Pourquoi un pacte d’associés ?
Actualités Juridique by Stephane LéviI.Definition
On appelle « pacte d’associés » toute convention, statutaire (c’est à dire intégrée dans la statuts d’une société), ou extra-statutaire, ayant pour objet de régir les règles de fonctionnement entre associés, aussi bien durant la vie sociale qu’à l’occasion de la cession des actions ou parts sociales de la société.
Le pacte d’associés est tout aussi important qu’il soit statutaire ou qu’il résulte d’une convention extra-statutaire convenue, par exemple, à l’occasion d’une augmentation de capital et de l’entrée d’un nouvel associé dans l’entreprise.
Le pacte d’associés va préparer ou prévenir un éventuel désaccord ou les conséquences préjudiciables d’un différend.
Il est donc essentiel de prendre soin de la rédaction d’un pacte d’associés de façon à prévoir à l’avance les situations qui donneront lieu à application du pacte.
Le pacte d’associés permet ainsi de gérer la vie commune.
II.Objet du pacte d’associés
A. Aider à la prise de décisions et à la gestion de l’entreprise
- Le pacte d’associés permet notamment de fixer les règles de fonctionnement entre associés.
- S’agissant de la gestion quotidienne de l’entreprise le pacte peut permettre de fixer les pouvoirs des associés et/ou mandataires sociaux : qui assure le recrutement des salariés, dans quelles limites tel associé peut-il engager la société, quels blocs d’actionnaires disposent d’un droit de veto sur les décisions stratégiques de gestion que l’on pourra d’ailleurs définir, qui sera l’arbitre en cas de blocage et dans quelles conditions etc.
- Le pacte d’associés peut permettre de garantir une gouvernance égalitaire malgré une répartition des actions inégalitaires ou à l’inverse consentir à un bloc d’associés des pouvoirs de gestion étendus.

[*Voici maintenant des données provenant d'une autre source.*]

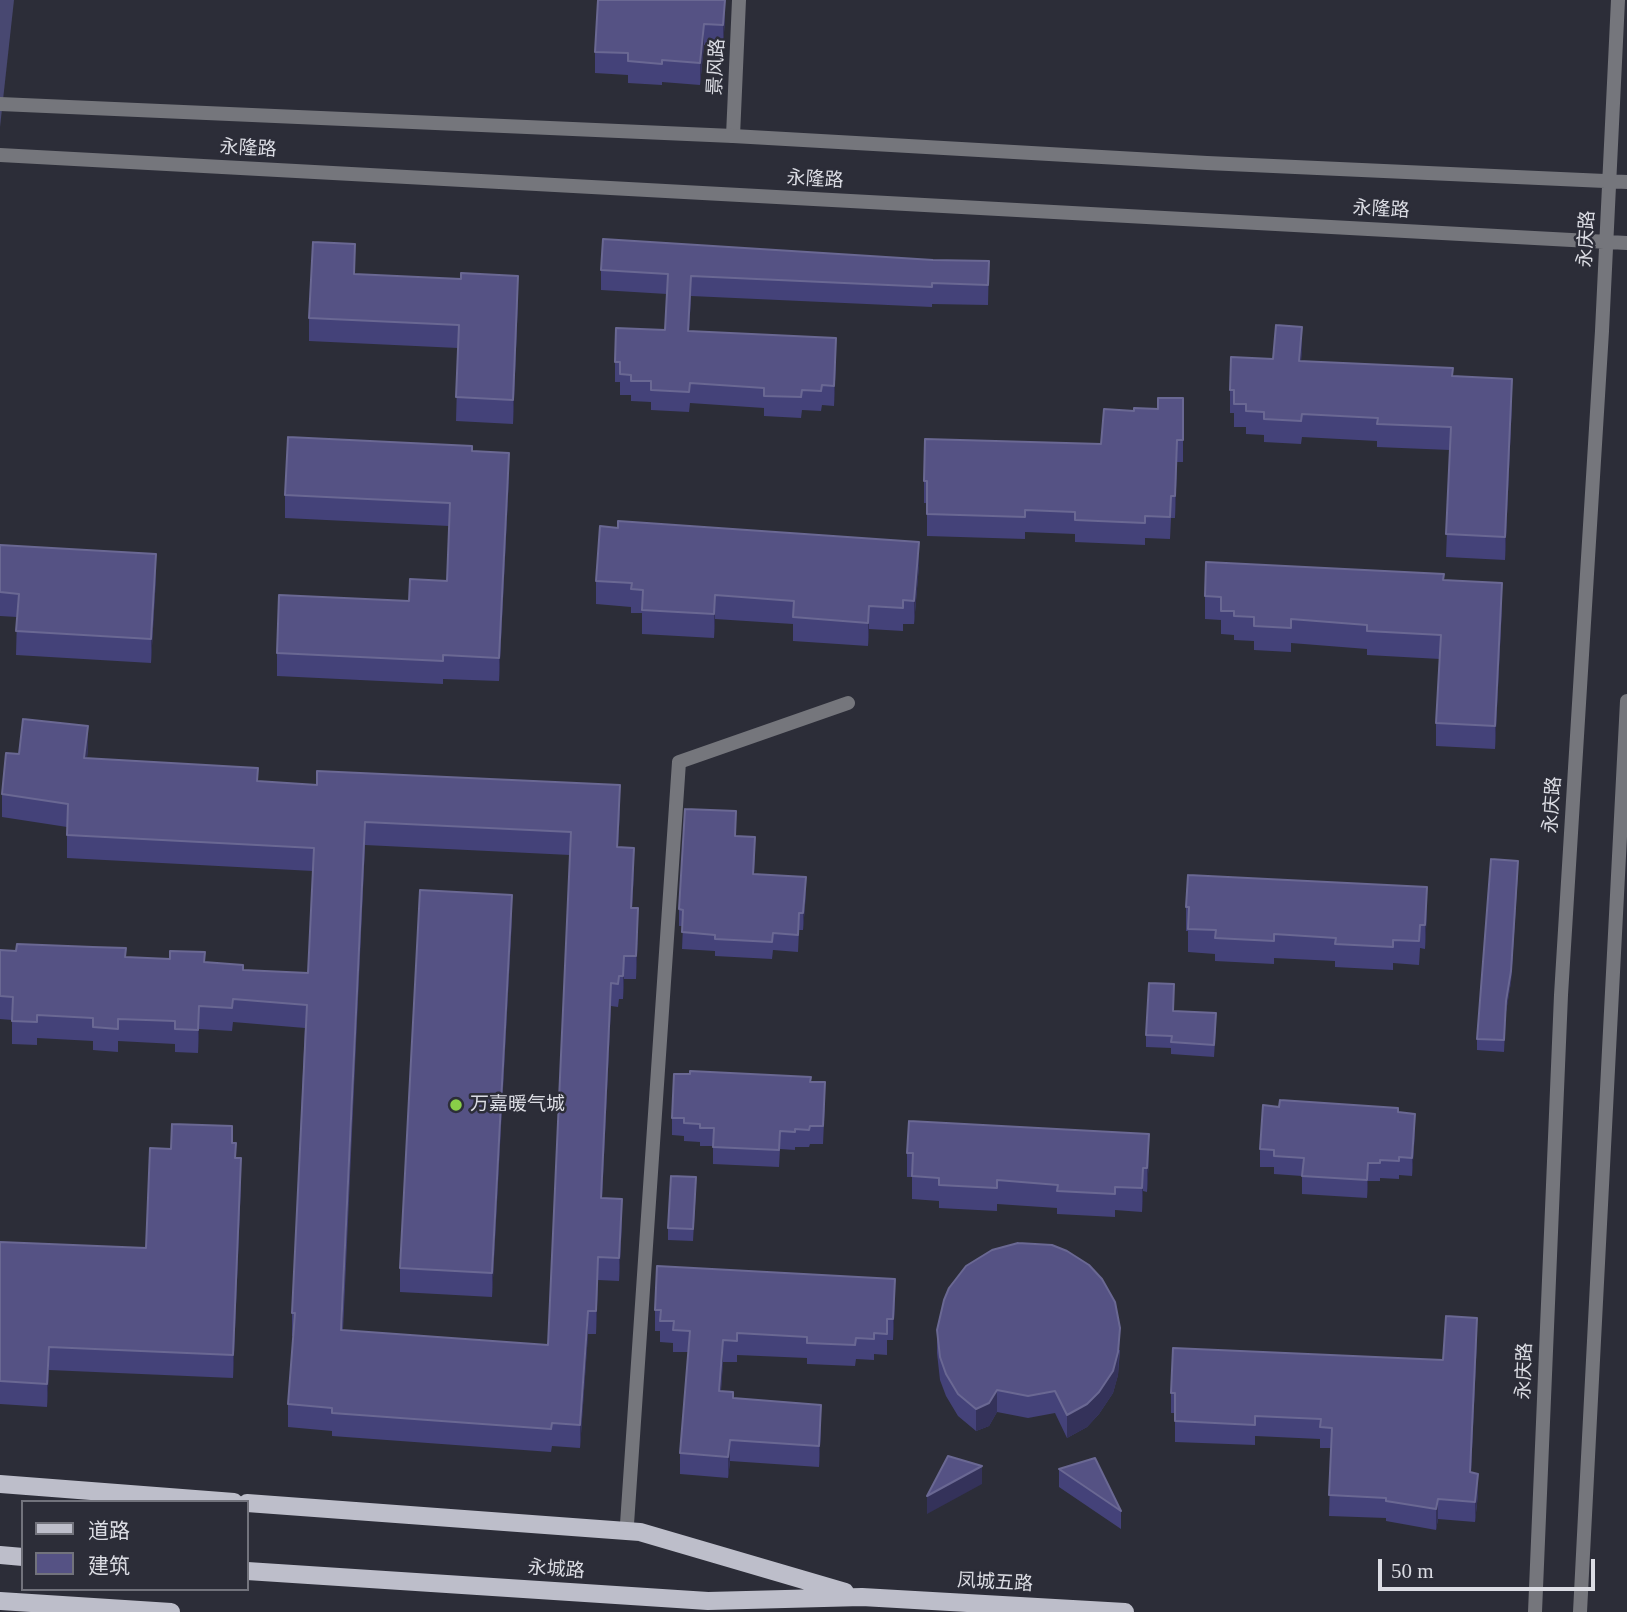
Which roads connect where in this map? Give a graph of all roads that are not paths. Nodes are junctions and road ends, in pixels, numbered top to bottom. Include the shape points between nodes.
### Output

- Le pacte peut prévoir les modalités de rémunération des dirigeants.
- L’objectif dupacte d’associés est de fournir des outils pour prévenir et résoudre les situations de blocage nées à l’occasion de la gestion de la société.
B. Organiser la composition du capital social
Conclure un pacte d’associés va également permettre aux associés d’organiser le contrôle et la composition du capital de leur société.
- Vous pouvez vouloir donner plus de pouvoir à un actionnaire, même si ce dernier à moins d’actions en organisant les droits de vote, droits de veto
- Il est à l’inverse possible de contraindre à des décisions concertées, préalablement aux AG, pour s’assurer d’une prise de position commune ; de telles stipulations n’ont pas pour effet de porter atteinte aux règles d’ordre publique de fonctionnement des AG, elles engagent la responsabilité des co-contractants en cas de manquement au pacte d’associés.
- La volonté de garantir la transmission de son entreprise à quelqu’un de sa famille peut vous conduire à rédiger un pacte d’associésqui vous permettra de déterminer qui gardera vos actions. Le pacte d’associés est également un outil de transmission d’entreprise.
- Le pacte peut stipuler, entre associés, une clause de non concurrence soit au regard de la participation capitalistique des associés dans une autre société, soit pour restreindre une activité concurrente d’un associé non salarié, une telle clause peut être complétée d’une clause de non débauchage, les associés s’interdisant de débaucher tout salarié de la société leur profit ou au profit d’une société dans laquelle ils possèdent une participation et/ou exercent des activités de direction.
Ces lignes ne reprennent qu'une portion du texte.